DATASET EXCERPTS:

---

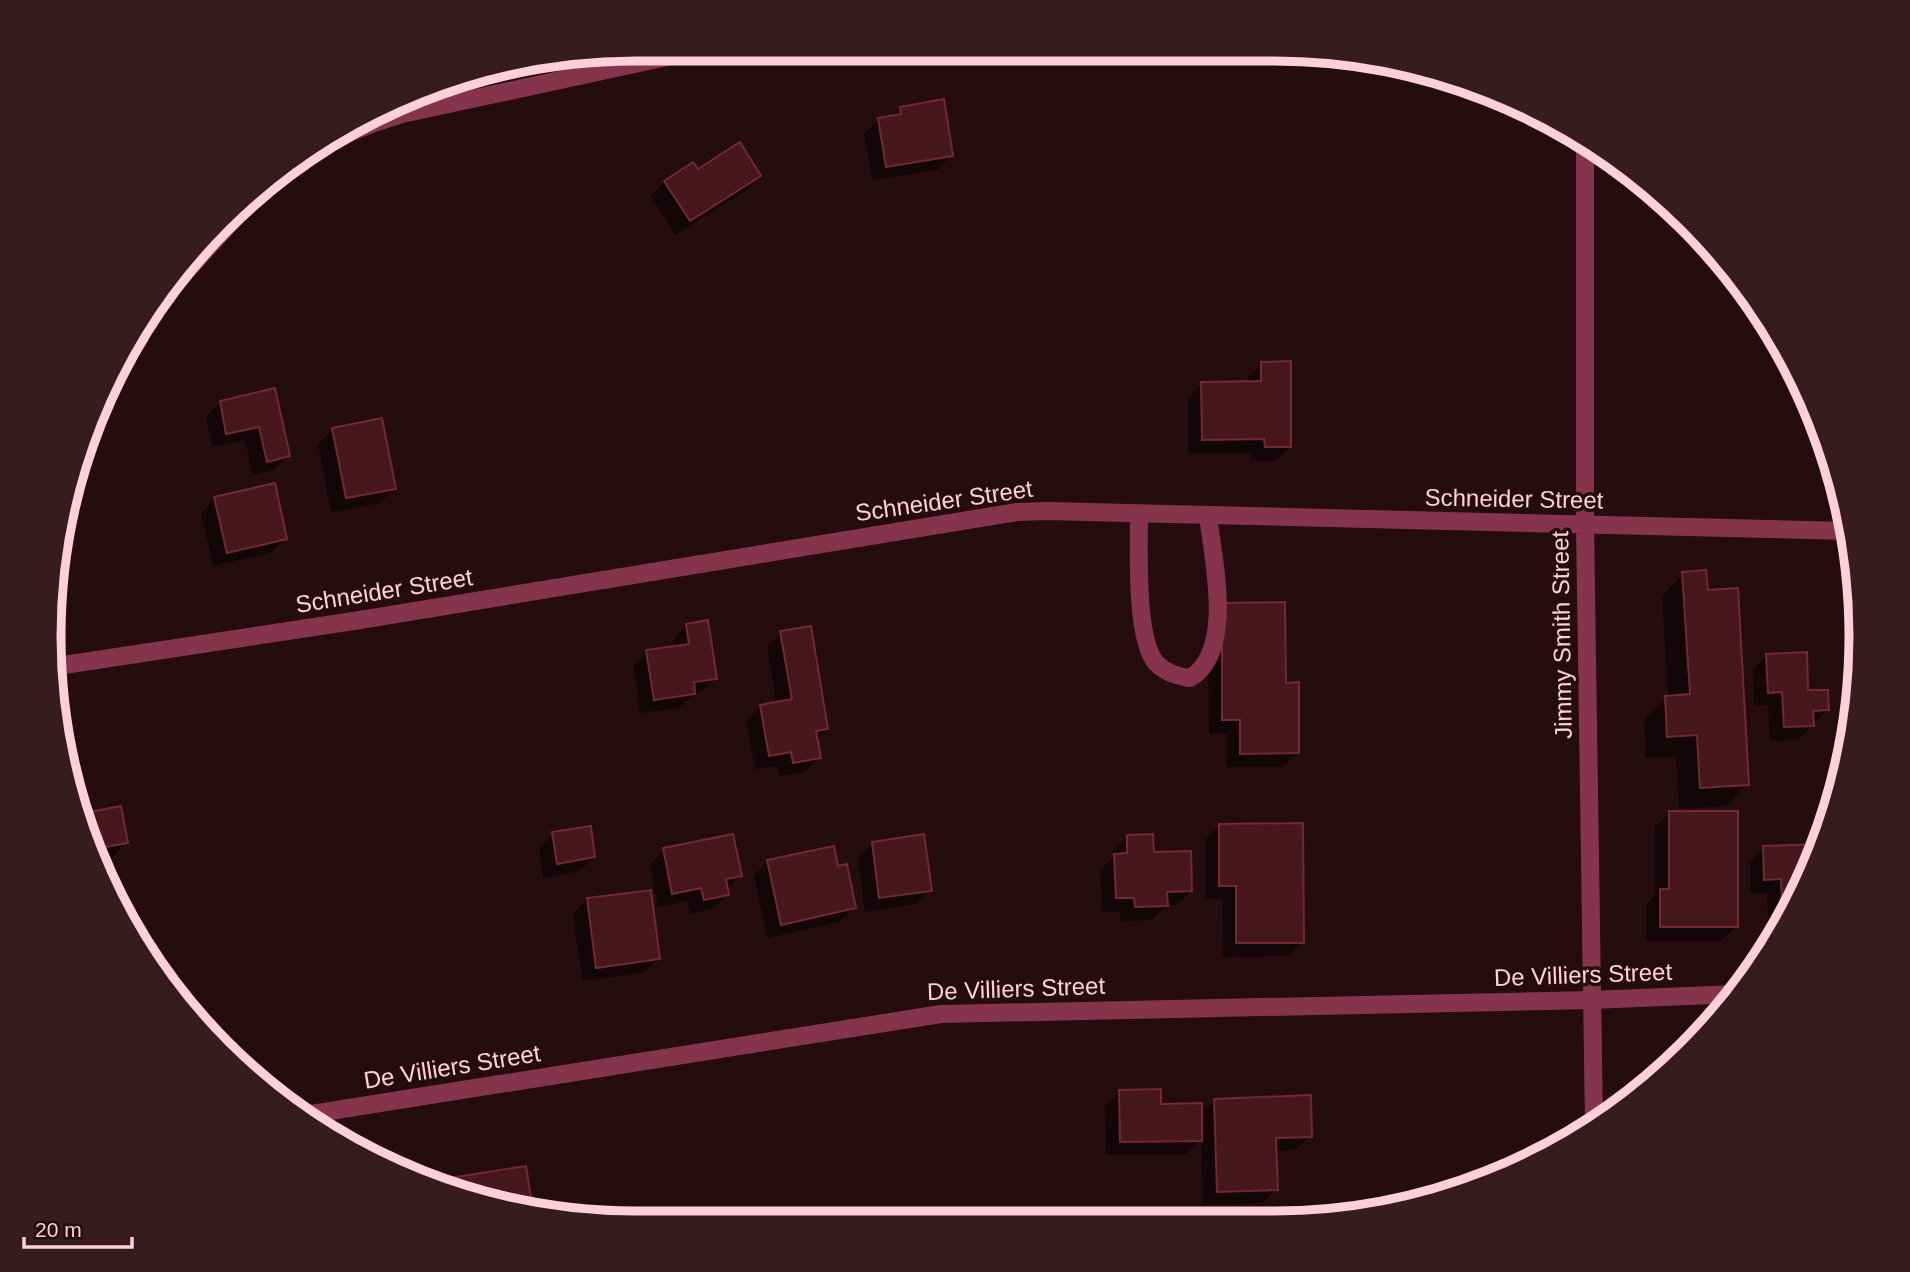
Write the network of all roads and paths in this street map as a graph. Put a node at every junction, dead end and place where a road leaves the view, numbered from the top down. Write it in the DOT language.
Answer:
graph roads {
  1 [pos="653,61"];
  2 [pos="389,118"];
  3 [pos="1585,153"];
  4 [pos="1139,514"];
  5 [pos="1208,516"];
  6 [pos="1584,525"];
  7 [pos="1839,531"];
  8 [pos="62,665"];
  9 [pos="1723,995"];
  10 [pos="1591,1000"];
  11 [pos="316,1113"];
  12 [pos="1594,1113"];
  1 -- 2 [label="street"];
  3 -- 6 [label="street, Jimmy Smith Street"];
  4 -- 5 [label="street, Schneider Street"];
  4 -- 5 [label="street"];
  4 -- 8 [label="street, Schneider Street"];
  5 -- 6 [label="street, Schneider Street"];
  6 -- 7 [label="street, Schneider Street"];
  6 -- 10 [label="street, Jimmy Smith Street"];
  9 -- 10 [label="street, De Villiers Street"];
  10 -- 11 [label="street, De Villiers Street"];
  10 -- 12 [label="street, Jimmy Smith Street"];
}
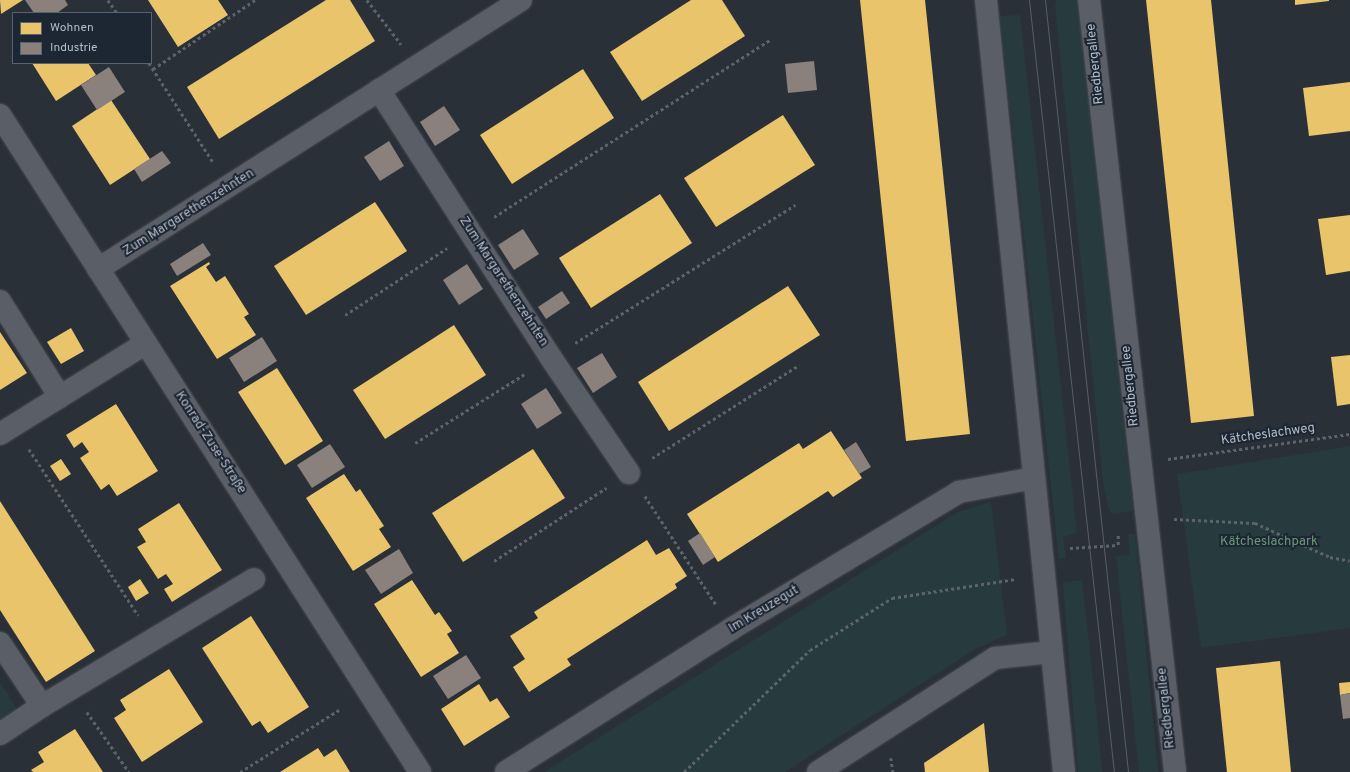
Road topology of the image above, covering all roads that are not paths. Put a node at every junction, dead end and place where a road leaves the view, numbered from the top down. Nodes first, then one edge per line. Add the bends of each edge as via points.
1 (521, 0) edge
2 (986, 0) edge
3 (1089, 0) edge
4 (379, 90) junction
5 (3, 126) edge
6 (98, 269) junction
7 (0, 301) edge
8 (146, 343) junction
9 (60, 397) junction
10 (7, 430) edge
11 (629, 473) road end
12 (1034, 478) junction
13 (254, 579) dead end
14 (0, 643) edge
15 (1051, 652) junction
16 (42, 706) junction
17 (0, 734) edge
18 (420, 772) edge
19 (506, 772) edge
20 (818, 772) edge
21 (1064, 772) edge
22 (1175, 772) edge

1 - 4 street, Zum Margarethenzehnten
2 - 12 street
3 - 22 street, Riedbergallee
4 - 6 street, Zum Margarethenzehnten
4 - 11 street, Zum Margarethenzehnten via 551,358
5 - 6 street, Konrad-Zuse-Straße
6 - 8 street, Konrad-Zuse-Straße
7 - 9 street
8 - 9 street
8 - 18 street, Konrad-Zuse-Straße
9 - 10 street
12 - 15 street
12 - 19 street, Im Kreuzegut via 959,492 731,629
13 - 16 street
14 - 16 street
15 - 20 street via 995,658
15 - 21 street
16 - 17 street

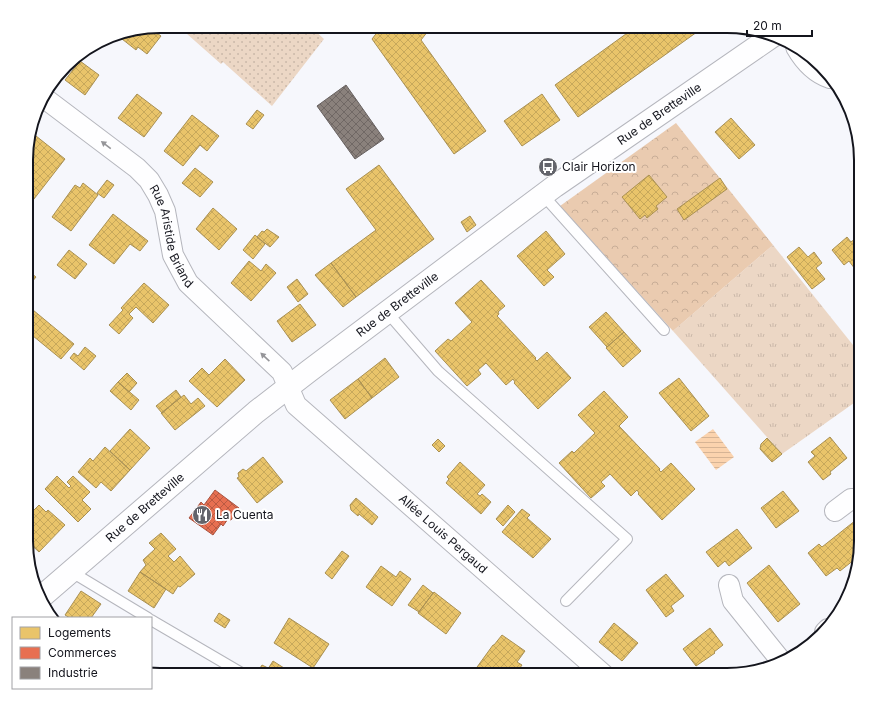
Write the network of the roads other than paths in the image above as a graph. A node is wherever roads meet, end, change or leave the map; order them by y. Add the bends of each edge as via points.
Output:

---

DESCRIPTION OF THE TASK:
Could you output exactly the lines from the one containing "Write the network of the" to the end of the entries above, both included, and no others?

RESPONSE:
Write the network of the roads other than paths in the image above as a graph. A node is wherever roads meet, end, change or leave the map; order them by y. Add the bends of each edge as via points.
Output:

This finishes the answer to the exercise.